"Zañartu" is the word to look for; copy each line of the listing where it occurs.

################

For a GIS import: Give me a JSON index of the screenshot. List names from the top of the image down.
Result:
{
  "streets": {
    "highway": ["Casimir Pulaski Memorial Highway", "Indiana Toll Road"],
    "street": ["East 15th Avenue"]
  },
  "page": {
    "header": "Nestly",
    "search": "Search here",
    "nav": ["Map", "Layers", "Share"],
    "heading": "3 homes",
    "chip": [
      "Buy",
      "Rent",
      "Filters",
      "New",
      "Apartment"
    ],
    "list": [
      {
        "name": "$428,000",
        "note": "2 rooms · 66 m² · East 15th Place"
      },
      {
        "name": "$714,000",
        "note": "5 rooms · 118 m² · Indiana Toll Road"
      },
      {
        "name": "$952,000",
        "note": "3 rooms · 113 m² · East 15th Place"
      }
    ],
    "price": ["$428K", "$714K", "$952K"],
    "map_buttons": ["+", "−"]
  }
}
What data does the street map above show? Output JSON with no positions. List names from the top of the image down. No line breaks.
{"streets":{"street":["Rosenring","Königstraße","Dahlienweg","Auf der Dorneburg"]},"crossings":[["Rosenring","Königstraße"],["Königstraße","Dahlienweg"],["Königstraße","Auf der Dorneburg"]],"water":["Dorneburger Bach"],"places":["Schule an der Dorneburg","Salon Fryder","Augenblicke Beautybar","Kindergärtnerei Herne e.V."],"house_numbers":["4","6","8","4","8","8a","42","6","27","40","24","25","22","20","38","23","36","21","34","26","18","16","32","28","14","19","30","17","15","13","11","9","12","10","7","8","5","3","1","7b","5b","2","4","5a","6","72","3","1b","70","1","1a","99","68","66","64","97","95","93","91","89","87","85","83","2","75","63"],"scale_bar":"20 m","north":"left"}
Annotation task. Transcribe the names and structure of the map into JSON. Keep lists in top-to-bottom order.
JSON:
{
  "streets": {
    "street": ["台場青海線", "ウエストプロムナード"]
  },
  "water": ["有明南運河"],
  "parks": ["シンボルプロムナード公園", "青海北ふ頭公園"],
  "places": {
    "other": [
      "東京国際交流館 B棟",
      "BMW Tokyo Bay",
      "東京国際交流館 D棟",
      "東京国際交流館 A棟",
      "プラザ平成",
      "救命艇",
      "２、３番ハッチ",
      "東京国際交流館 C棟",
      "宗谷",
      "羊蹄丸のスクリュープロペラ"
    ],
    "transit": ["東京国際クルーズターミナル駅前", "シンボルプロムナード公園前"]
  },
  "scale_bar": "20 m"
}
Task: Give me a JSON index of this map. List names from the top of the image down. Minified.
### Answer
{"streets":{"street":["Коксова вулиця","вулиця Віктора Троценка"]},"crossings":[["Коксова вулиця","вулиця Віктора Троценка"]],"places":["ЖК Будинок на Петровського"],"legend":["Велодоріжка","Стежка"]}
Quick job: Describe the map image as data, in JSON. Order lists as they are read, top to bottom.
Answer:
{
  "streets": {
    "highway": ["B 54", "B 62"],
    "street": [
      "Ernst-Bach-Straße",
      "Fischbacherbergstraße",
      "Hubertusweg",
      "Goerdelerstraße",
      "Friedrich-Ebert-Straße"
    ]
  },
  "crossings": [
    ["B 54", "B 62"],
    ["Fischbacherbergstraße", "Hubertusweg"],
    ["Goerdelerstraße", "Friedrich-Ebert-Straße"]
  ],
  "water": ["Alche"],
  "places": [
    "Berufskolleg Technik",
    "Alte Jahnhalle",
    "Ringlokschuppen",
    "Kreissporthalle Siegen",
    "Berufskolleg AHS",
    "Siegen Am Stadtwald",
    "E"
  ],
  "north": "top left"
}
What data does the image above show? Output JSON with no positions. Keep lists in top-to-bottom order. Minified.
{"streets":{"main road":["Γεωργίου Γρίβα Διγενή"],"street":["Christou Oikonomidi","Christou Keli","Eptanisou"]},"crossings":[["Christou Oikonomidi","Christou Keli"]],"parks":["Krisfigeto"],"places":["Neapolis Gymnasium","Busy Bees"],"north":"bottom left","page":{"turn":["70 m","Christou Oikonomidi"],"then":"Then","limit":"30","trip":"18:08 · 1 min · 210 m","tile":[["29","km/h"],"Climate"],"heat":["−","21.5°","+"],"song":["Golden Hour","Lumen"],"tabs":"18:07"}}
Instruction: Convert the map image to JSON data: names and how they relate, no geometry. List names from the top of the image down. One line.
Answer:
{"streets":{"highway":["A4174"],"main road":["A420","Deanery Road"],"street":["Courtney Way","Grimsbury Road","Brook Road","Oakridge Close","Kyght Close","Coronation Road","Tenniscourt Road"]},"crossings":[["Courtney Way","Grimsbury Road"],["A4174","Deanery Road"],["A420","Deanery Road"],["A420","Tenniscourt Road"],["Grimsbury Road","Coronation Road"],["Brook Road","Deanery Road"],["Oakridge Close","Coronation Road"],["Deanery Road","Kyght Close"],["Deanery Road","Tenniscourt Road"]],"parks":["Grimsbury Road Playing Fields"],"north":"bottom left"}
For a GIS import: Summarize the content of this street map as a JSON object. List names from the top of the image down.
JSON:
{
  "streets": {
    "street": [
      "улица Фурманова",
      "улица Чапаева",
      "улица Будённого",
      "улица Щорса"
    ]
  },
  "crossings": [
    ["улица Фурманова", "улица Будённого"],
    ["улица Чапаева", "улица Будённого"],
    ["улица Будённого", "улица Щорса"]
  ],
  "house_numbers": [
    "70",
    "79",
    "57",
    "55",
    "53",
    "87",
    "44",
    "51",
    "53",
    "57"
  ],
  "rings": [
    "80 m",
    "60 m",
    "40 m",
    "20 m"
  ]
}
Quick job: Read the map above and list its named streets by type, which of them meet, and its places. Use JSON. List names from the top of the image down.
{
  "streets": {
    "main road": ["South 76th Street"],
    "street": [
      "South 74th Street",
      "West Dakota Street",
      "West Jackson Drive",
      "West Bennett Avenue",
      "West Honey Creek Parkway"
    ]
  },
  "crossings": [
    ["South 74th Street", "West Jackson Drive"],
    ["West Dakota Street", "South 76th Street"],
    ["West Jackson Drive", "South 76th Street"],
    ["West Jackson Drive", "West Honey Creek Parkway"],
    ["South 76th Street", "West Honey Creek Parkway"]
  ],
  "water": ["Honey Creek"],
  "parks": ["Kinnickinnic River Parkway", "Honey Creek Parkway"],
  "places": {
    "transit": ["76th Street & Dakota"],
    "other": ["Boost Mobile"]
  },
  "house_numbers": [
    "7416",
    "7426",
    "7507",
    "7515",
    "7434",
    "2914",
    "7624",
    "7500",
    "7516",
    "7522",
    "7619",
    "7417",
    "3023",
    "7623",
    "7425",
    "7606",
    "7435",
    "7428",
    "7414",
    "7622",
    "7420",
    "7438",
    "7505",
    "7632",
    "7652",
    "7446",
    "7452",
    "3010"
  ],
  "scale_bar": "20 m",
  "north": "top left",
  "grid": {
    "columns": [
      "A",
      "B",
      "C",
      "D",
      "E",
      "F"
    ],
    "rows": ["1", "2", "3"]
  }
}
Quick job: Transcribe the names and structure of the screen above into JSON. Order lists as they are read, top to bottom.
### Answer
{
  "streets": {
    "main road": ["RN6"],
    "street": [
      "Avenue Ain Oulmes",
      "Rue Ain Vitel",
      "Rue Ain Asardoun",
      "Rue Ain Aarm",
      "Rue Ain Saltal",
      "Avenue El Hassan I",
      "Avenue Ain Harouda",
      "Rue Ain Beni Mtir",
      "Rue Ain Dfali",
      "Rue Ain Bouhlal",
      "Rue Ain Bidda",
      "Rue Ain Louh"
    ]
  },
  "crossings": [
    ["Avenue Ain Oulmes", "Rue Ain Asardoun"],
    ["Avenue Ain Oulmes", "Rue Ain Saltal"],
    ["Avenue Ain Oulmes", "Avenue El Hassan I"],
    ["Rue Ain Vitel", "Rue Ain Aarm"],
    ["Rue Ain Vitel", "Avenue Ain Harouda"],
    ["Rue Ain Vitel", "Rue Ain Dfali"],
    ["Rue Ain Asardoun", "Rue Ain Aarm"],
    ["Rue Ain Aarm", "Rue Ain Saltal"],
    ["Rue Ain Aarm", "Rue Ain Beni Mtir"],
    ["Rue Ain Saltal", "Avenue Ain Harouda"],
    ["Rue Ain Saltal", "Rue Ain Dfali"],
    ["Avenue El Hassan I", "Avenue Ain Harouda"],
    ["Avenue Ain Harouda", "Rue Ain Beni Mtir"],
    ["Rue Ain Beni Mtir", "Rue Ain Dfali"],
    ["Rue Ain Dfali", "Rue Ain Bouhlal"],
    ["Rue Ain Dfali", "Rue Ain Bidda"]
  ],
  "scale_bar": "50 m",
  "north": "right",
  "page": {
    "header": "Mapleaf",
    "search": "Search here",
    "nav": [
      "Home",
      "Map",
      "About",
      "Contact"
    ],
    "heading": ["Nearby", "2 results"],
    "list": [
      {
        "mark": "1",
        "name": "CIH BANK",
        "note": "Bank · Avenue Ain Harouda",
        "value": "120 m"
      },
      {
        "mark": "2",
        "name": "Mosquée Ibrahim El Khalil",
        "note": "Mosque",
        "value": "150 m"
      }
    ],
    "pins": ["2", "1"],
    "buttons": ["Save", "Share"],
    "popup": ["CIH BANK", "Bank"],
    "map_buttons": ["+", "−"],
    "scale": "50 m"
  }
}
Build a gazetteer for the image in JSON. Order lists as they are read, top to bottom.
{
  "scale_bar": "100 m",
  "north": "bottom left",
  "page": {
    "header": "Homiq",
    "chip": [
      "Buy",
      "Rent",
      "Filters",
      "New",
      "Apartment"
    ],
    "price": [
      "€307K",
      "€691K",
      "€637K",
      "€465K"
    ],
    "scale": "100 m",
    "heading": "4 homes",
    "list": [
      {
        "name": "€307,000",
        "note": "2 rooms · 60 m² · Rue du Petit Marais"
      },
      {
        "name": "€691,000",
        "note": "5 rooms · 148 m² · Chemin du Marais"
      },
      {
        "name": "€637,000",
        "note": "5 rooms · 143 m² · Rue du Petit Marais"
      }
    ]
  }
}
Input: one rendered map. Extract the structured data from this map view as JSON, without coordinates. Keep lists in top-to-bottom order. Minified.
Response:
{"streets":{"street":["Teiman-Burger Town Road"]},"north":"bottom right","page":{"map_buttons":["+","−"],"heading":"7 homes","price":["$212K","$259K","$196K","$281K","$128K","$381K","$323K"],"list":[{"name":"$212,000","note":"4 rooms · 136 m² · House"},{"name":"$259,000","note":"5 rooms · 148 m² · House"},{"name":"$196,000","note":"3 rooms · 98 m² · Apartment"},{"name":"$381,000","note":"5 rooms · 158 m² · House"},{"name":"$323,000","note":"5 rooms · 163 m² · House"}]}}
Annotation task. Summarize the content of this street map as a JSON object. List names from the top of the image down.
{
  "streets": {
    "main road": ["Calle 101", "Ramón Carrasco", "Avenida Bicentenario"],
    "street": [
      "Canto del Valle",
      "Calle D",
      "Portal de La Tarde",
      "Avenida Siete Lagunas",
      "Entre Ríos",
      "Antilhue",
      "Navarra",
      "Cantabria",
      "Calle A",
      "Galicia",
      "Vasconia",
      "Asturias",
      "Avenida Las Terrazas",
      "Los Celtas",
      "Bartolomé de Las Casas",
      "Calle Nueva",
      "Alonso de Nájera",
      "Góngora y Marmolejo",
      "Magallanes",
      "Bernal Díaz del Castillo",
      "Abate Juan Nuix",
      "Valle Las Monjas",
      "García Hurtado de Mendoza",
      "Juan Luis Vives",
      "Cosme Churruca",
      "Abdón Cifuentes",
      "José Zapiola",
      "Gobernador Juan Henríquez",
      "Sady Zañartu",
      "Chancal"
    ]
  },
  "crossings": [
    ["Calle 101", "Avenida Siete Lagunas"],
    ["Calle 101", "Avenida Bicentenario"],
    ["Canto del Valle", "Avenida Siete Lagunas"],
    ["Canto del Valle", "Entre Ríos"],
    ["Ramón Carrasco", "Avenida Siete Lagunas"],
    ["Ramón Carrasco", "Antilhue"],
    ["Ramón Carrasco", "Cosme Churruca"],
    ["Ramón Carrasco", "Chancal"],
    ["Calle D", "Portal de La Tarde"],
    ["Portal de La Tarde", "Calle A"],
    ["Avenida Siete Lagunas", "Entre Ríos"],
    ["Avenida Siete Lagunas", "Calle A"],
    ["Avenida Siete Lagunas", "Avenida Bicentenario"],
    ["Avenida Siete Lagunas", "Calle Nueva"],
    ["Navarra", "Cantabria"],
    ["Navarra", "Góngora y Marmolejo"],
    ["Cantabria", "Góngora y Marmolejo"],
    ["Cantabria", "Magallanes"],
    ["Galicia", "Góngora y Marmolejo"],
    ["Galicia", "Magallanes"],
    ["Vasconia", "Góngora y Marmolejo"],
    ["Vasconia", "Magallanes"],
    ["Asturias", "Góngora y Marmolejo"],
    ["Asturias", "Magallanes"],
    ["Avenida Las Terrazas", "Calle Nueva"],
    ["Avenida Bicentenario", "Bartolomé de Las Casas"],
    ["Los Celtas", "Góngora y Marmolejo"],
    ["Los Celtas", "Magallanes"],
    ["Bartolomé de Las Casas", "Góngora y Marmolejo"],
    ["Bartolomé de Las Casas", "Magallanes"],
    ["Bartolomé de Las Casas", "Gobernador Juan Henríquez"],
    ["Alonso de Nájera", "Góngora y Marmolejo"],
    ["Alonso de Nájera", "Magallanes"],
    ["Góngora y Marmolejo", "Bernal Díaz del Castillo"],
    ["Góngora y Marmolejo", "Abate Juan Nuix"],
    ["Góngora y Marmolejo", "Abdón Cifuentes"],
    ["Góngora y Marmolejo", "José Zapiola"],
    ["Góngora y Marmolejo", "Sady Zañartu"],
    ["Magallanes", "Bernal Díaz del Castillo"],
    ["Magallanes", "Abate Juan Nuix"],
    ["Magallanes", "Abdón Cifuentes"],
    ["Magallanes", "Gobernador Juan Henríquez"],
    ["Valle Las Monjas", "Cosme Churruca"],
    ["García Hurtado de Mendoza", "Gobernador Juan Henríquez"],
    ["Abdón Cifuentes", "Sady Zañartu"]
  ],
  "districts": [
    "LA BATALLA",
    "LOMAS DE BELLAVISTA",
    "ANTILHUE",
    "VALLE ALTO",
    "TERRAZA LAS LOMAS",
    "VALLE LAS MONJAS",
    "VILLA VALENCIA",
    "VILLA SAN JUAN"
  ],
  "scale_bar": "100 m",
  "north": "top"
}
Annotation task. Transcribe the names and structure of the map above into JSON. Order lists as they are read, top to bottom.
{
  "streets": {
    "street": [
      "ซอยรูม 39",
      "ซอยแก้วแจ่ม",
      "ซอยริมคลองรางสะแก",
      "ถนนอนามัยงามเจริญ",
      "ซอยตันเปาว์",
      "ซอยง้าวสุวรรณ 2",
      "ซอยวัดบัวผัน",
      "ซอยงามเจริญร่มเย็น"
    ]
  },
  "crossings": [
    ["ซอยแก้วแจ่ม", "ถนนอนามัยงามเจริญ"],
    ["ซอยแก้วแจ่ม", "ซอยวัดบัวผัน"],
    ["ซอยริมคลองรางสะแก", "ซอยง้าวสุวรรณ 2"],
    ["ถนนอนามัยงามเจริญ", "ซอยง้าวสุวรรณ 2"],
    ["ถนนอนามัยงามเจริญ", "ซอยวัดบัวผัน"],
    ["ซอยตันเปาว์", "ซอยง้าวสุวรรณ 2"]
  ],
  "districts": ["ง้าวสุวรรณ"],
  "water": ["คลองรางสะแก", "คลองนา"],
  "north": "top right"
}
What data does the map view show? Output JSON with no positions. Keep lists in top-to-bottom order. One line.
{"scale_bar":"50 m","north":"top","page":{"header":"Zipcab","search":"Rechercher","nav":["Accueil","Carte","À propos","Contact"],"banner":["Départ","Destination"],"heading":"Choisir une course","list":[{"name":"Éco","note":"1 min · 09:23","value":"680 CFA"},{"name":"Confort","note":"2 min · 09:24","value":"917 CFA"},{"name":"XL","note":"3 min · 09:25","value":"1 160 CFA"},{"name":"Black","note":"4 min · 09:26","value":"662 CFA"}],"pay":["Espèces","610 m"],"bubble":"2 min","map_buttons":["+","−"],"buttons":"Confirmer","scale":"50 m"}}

################

_FINAL ANSWER_
      "Sady Zañartu",
    ["Góngora y Marmolejo", "Sady Zañartu"],
    ["Abdón Cifuentes", "Sady Zañartu"]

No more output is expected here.